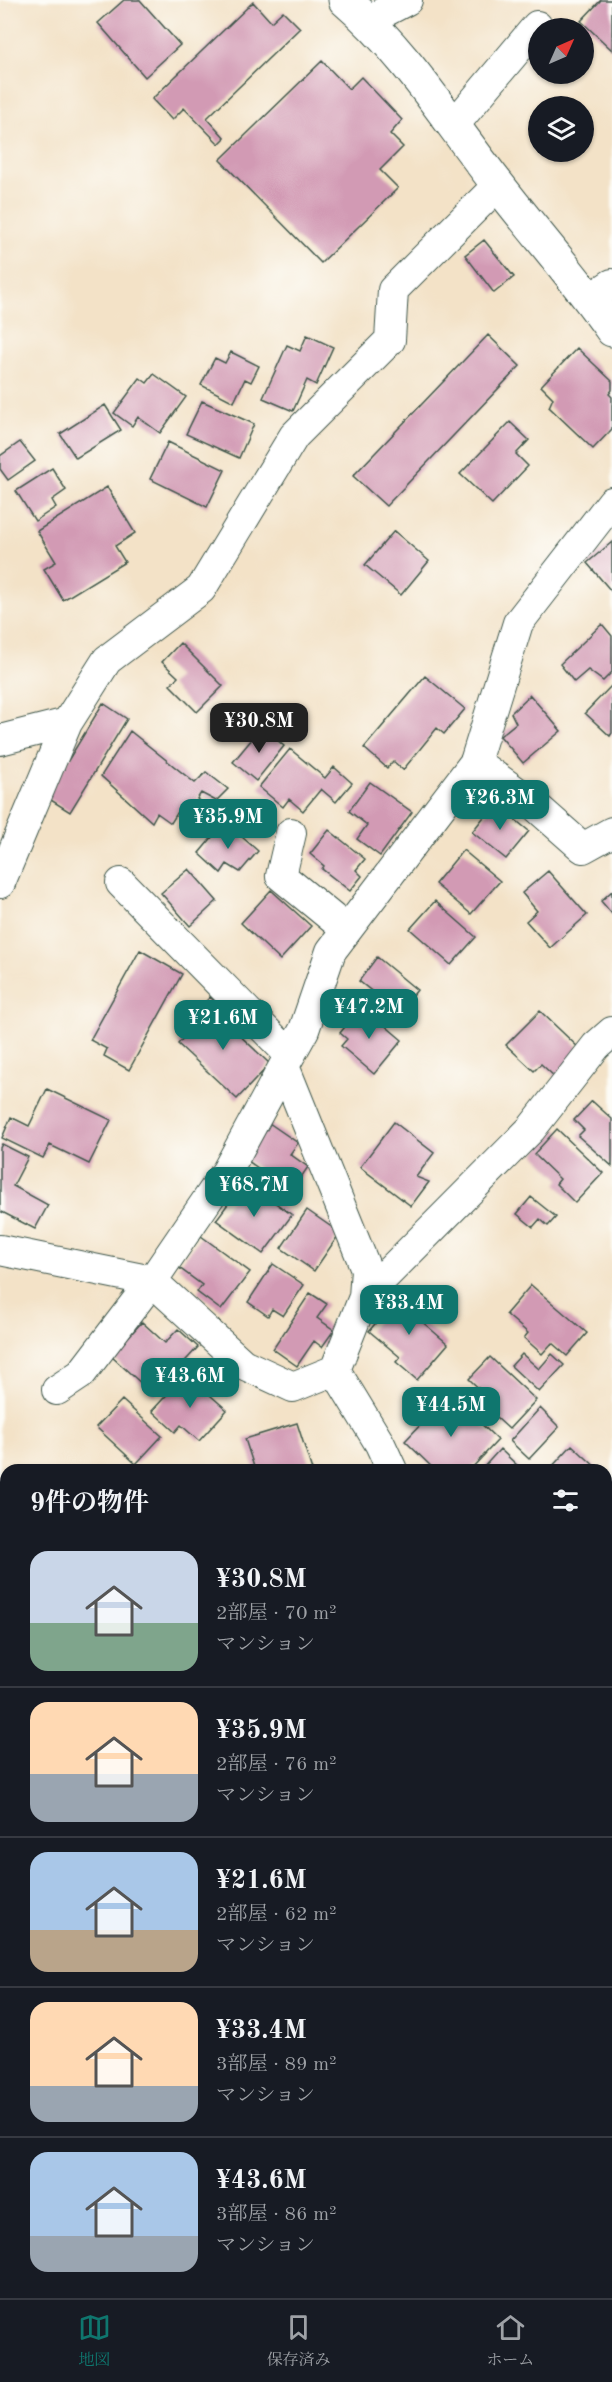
<!DOCTYPE html>
<html lang="ja">
<head>
<meta charset="utf-8">
<style>
  :root { --surface:#171b24; --page:#20242c; --text:#f1f3f6; --muted:#9ea1a6; --line:#363941; --accent:#0f766e }
  body { margin:0; font-family:"Old Standard TT","Noto Serif JP",serif; background:var(--page); color:var(--text); height:100vh; display:flex; flex-direction:column; font-size:22px; white-space:nowrap }
  * { box-sizing:border-box; margin:0 }
  p { font-size:20px; color:var(--muted) }
  .icon { flex:none; width:33px; height:33px; fill:none; stroke:currentColor; stroke-width:2; stroke-linecap:round; stroke-linejoin:round }
  .map { position:relative; flex:1; overflow:hidden }
  .details { position:absolute; left:0px; top:1464px; width:612px; height:834px; display:flex; flex-direction:column; background:var(--surface); border-radius:18px 18px 0 0; box-shadow:0 2px 4px #0004 }
  .details>* { flex:none }
  .needle { width:39px; rotate:45deg }
  .fabs { position:absolute; left:528px; top:18px; display:grid; gap:12px }
  .fabs a { display:grid; place-items:center; width:66px; height:66px; border-radius:50%; background:var(--surface); box-shadow:0 2px 4px #0004; font-size:30px }
  .price { position:absolute; translate:-50% -51px; padding:0 14px; border-radius:12px; background:var(--accent); color:#fff; font-size:20px; line-height:39px; filter:drop-shadow(0 2px 3px #0008) }
  .price::after { content:''; position:absolute; left:50%; top:36px; width:18px; height:14px; margin-left:-9px; background:inherit; clip-path:polygon(0 0,100% 0,50% 100%) }
  .price.current { background:#222; color:#fff }
  ul { padding:0; list-style:none }
  li { display:flex; align-items:center; gap:18px; height:150px; padding:0 30px }
  li+li { border-top:2px solid var(--line) }
  li span { display:grid; place-items:center; flex:none; width:168px; height:120px; border-radius:18px; color:#555 }
  li>.icon { margin-inline-start:auto }
  span .icon { width:72px; height:72px; fill:#fffc; stroke-width:1 }
  li b { font-size:26px }
  h2 { display:flex; justify-content:space-between; align-items:center; height:72px; padding:0 30px; font-size:26px }
  .menu { display:flex; justify-content:space-around; align-items:center; height:84px; border-top:2px solid var(--line); background:var(--surface); font-size:16px; color:var(--muted) }
  .menu a { display:grid; justify-items:center; gap:3px }
  .menu .current { color:var(--accent) }
  .map>svg:first-child { display:block }
</style>
</head>
<body>
<div class="map">
<svg width="612" height="2298" viewBox="0 0 612 2298">
  <rect width="100%" height="100%" fill="#fdfcf7"/>
  <filter id="ink" filterUnits="userSpaceOnUse"><feTurbulence type="fractalNoise" baseFrequency=".0167" numOctaves="2"/><feDisplacementMap in="SourceGraphic" scale="12" xChannelSelector="R" yChannelSelector="G"/><feConvolveMatrix kernelMatrix="1 2 1 2 8 2 1 2 1" color-interpolation-filters="sRGB"/></filter>
  <filter id="wash" filterUnits="userSpaceOnUse"><feTurbulence type="fractalNoise" baseFrequency=".008" numOctaves="4" result="noise"/><feDisplacementMap in="SourceGraphic" scale="24" xChannelSelector="R" yChannelSelector="G"/><feGaussianBlur stdDeviation="1.35" result="paint"/><feColorMatrix in="noise" values="0 0 0 0 0 0 0 0 0 0 0 0 0 0 0 0 0 1.4 0 .05"/><feComposite in="paint" operator="in"/></filter>
  <g filter="url(#wash)">
    <rect width="100%" height="100%" fill="#f3e2c7"/>
    <g id="blocks">
      <!-- building -->
      <path fill="#d29ab4" d="M124,0H140L180,45L145,77L98,23Z
        M601,0H612V50L581,21Z
        M253,2L271,22L283,11L300,28L207,118L225,138L219,144L184,108L172,120L152,99Z
        M322,61L349,89L361,77L402,120L390,134L403,147L380,170L398,188L321,263L220,160Z
        M484,240L514,277L494,293L465,255Z
        M307,335L333,347L316,385L307,380L293,411L263,398L287,345L300,351Z
        M488,335L520,366L386,506L353,476Z
        M577,348L612,381V390L609,394L612,397V429L593,449L549,407L553,398L541,386Z
        M231,352L259,366L251,382L245,379L234,402L201,385L215,358L225,363Z
        M154,374L186,397L160,433L138,417L132,426L114,413L140,378L147,383Z
        M202,401L254,424L239,458L186,434Z
        M105,405L121,430L76,458L60,434Z
        M510,422L529,440L516,454L528,466L492,504L460,474Z
        M20,442L35,461L8,480L0,469V456Z
        M168,442L225,470L207,507L150,479Z
        M52,468L66,490L52,500L56,507L35,521L16,491Z
        M107,487L135,533L115,546L125,562L63,600L44,569L56,562L37,531Z
        M394,531L429,561L401,595L365,565Z
        M612,542V592L587,563Z
        M602,624L612,636V672L603,681L588,670L574,682L560,664Z
        M180,643L223,686L197,712L170,685L178,677L162,662Z
        M425,676L465,709L444,734L437,728L403,770L393,761L387,768L364,748Z
        M612,685V733L610,736L585,713Z
        M530,695L561,731L523,763L500,736L516,723L511,713Z
        M103,703L127,719L70,812L46,797Z
        M262,727L284,746L256,781L233,762Z
        M130,731L195,783L206,772L228,789L216,801L201,793L197,799L208,810L198,822L179,810L171,823L157,813L152,822L101,776Z
        M290,749L325,778L334,767L352,783L336,802L321,789L303,811L289,799L283,807L259,787Z
        M370,782L412,812L380,856L357,839L367,825L349,811Z
        M495,803L529,831L506,859L472,832Z
        M225,822L258,851L240,872L227,864L221,873L199,853Z
        M329,830L365,859L356,870L362,876L350,891L322,869L324,866L310,854Z
        M463,850L500,881L471,914L435,884Z
        M189,869L217,901L190,926L161,893Z
        M548,871L587,915L550,948L526,921L537,911L522,893Z
        M271,890L311,926L280,960L241,923Z
        M612,891V914L601,901Z
        M435,901L476,937L451,965L410,929Z
        M140,950L182,974L129,1070L104,1056L107,1049L90,1040Z
        M377,957L417,990L399,1013L359,981Z
        M210,997L221,1007L216,1013L270,1064L237,1099L178,1044L200,1019L194,1014Z
        M362,1006L402,1040L374,1074L341,1046L347,1039L340,1033Z
        M540,1011L581,1050L555,1077L541,1064L534,1071L506,1045Z
        M47,1089L111,1120L89,1164L50,1145L43,1158L2,1138L11,1117L29,1126Z
        M592,1101L612,1119V1166L578,1136L584,1130L574,1120Z
        M394,1122L434,1153L416,1177L429,1182L411,1206L360,1167Z
        M269,1123L298,1143L290,1154L308,1167L291,1192L244,1158Z
        M557,1129L603,1173L575,1203L556,1184L560,1179L534,1154Z
        M2,1144L28,1157L13,1186L48,1205L35,1229L0,1211V1148Z
        M245,1181L292,1215L263,1254L216,1220Z
        M531,1197L556,1217L548,1226L540,1219L533,1227L517,1214Z
        M307,1210L340,1233L314,1271L281,1248Z
        M201,1236L250,1272L221,1310L197,1292L202,1285L178,1267Z
        M273,1264L304,1285L283,1316L272,1309L268,1316L248,1302Z
        M531,1285L587,1333L567,1356L552,1343L542,1354L524,1338L528,1333L506,1314Z
        M402,1292L425,1312L419,1319L448,1344L417,1380L396,1362L400,1357L369,1331Z
        M310,1293L327,1304L317,1318L334,1330L322,1347L314,1341L297,1366L273,1349Z
        M142,1322L165,1343L178,1329L198,1347L154,1395L111,1356Z
        M522,1354L539,1369L552,1354L564,1365L539,1392L511,1366Z
        M490,1357L536,1400L509,1429L485,1407L492,1401L469,1379Z
        M186,1374L227,1410L199,1441L181,1425L175,1432L152,1411Z
        M450,1394L498,1440L470,1470H435L405,1441Z
        M122,1400L162,1436L136,1464L96,1427Z
        M540,1408L559,1427L529,1459L510,1441Z
        M297,1423L312,1470H255L245,1439Z
        M572,1445L599,1470H549Z
        M500,1449L520,1468L519,1470H481Z
        M0,1546L6,1551V1578L0,1584Z
        M612,1687V1741L609,1743L606,1740V1692Z
        M6,1777V1828L0,1823V1784Z
        M606,2243L612,2250V2298H589L585,2292H606Z
        M53,2292H100L104,2297L53,2298L50,2294Z"/>
    </g>
  </g>
  <g filter="url(#ink)">
    <use href="#blocks" fill-opacity="0" stroke="#3f564a" stroke-width="1.5"/>
    <g fill="none" stroke-linecap="round" stroke-linejoin="round">
      <!-- service casing -->
      <g stroke="#3f564a" stroke-width="17">
        <path id="service" d="M606,2230L612,2237"/>
      </g>
      <!-- minor casing -->
      <g stroke="#3f564a" stroke-width="32">
        <path id="minor" d="M369,20L407,0
          M454,125L537,26
          M590,299L612,284
          M0,740L67,723
          M475,762L532,803L583,848L612,832
          M291,833L281,876L347,930
          M0,883L67,723L107,660L201,589L294,436L390,340L393,290L498,185
          M121,883L290,1055
          M0,1250L152,1281L243,1364L293,1387L335,1370
          M364,1297L531,1129L596,1046L612,1032
          M57,1390L81,1374L152,1281L227,1171L284,1066
          M392,1470L380,1444L335,1370L364,1297L366,1269L284,1066L304,1030L331,951L475,762L518,623L612,502
          M0,1704L6,1698
          M0,1752L6,1745
          M606,1813L612,1821"/>
      </g>
      <!-- tertiary casing -->
      <g stroke="#3f564a" stroke-width="35">
        <path id="tertiary" d="M345,0C407,53 449,123 499,186C536,234 577,280 612,330"/>
      </g>
      <!-- secondary casing -->
      <g stroke="#3f564a" stroke-width="35">
        <path id="secondary" d="M606,2057L612,2051
          M335,2298L342,2292"/>
      </g>
      <!-- service -->
      <use href="#service" stroke="#fff" stroke-width="15"/>
      <!-- minor -->
      <use href="#minor" stroke="#fff" stroke-width="30"/>
      <!-- tertiary -->
      <use href="#tertiary" stroke="#fff" stroke-width="33"/>
      <!-- secondary -->
      <use href="#secondary" stroke="#fff" stroke-width="33"/>
    </g>
  </g>
</svg>
<div class="fabs">
<a><svg class="needle" viewBox="-14 -14 28 28"><path d="M0-13l5 13h-10z" fill="#e53935"/><path d="M0 13l5-13h-10z" fill="#9ea1a6"/></svg></a>
<a><svg class="icon" aria-label="layers" viewBox="0 0 24 24"><path d="M12 4l9 5-9 5-9-5zM3 14l9 5 9-5"/></svg></a>
</div>
<b class="price current" style="left:259px;top:754px">¥30.8M</b>
<b class="price" style="left:500px;top:831px">¥26.3M</b>
<b class="price" style="left:228px;top:850px">¥35.9M</b>
<b class="price" style="left:369px;top:1040px">¥47.2M</b>
<b class="price" style="left:223px;top:1051px">¥21.6M</b>
<b class="price" style="left:254px;top:1218px">¥68.7M</b>
<b class="price" style="left:409px;top:1336px">¥33.4M</b>
<b class="price" style="left:190px;top:1409px">¥43.6M</b>
<b class="price" style="left:451px;top:1438px">¥44.5M</b>
<section class="details">
<h2>9件の物件<svg class="icon" aria-label="filters" viewBox="0 0 24 24"><path d="M4 7h16M4 17h16"/><circle cx="9" cy="7" r="2"/><circle cx="15" cy="17" r="2"/></svg></h2>
<ul>
<li><span style="background:linear-gradient(#c9d6e8 60%,#7fa58c 0)"><svg class="icon" aria-label="home" viewBox="0 0 24 24"><path d="M3 11l9-7 9 7M6 9v11h12V9"/></svg></span><div><b>¥30.8M</b><p>2部屋 · 70 m²</p><p>マンション</p></div></li>
<li><span style="background:linear-gradient(#ffd9b3 60%,#9aa5b1 0)"><svg class="icon" aria-label="home" viewBox="0 0 24 24"><path d="M3 11l9-7 9 7M6 9v11h12V9"/></svg></span><div><b>¥35.9M</b><p>2部屋 · 76 m²</p><p>マンション</p></div></li>
<li><span style="background:linear-gradient(#a9c7e8 65%,#b9a48a 0)"><svg class="icon" aria-label="home" viewBox="0 0 24 24"><path d="M3 11l9-7 9 7M6 9v11h12V9"/></svg></span><div><b>¥21.6M</b><p>2部屋 · 62 m²</p><p>マンション</p></div></li>
<li><span style="background:linear-gradient(#ffd9b3 70%,#9aa5b1 0)"><svg class="icon" aria-label="home" viewBox="0 0 24 24"><path d="M3 11l9-7 9 7M6 9v11h12V9"/></svg></span><div><b>¥33.4M</b><p>3部屋 · 89 m²</p><p>マンション</p></div></li>
<li><span style="background:linear-gradient(#a9c7e8 70%,#9aa5b1 0)"><svg class="icon" aria-label="home" viewBox="0 0 24 24"><path d="M3 11l9-7 9 7M6 9v11h12V9"/></svg></span><div><b>¥43.6M</b><p>3部屋 · 86 m²</p><p>マンション</p></div></li>
</ul>
</section>
</div>
<nav class="menu">
<a class="current"><svg class="icon" aria-label="map" viewBox="0 0 24 24"><path d="M3 6l6-2 6 2 6-2v14l-6 2-6-2-6 2zM9 4v14M15 6v14"/></svg>地図</a>
<a><svg class="icon" aria-label="saved" viewBox="0 0 24 24"><path d="M7 4h10v16l-5-4-5 4z"/></svg>保存済み</a>
<a><svg class="icon" aria-label="home" viewBox="0 0 24 24"><path d="M3 11l9-7 9 7M6 9v11h12V9"/></svg>ホーム</a>
</nav>
</body>
</html>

—————

:: WHAT NEEDS TO BE DONE ::
Report each line in the data above that holds the word "secondary" by copying it.

:: OUTPUT BELOW ::
      <!-- secondary casing -->
        <path id="secondary" d="M606,2057L612,2051
      <!-- secondary -->
      <use href="#secondary" stroke="#fff" stroke-width="33"/>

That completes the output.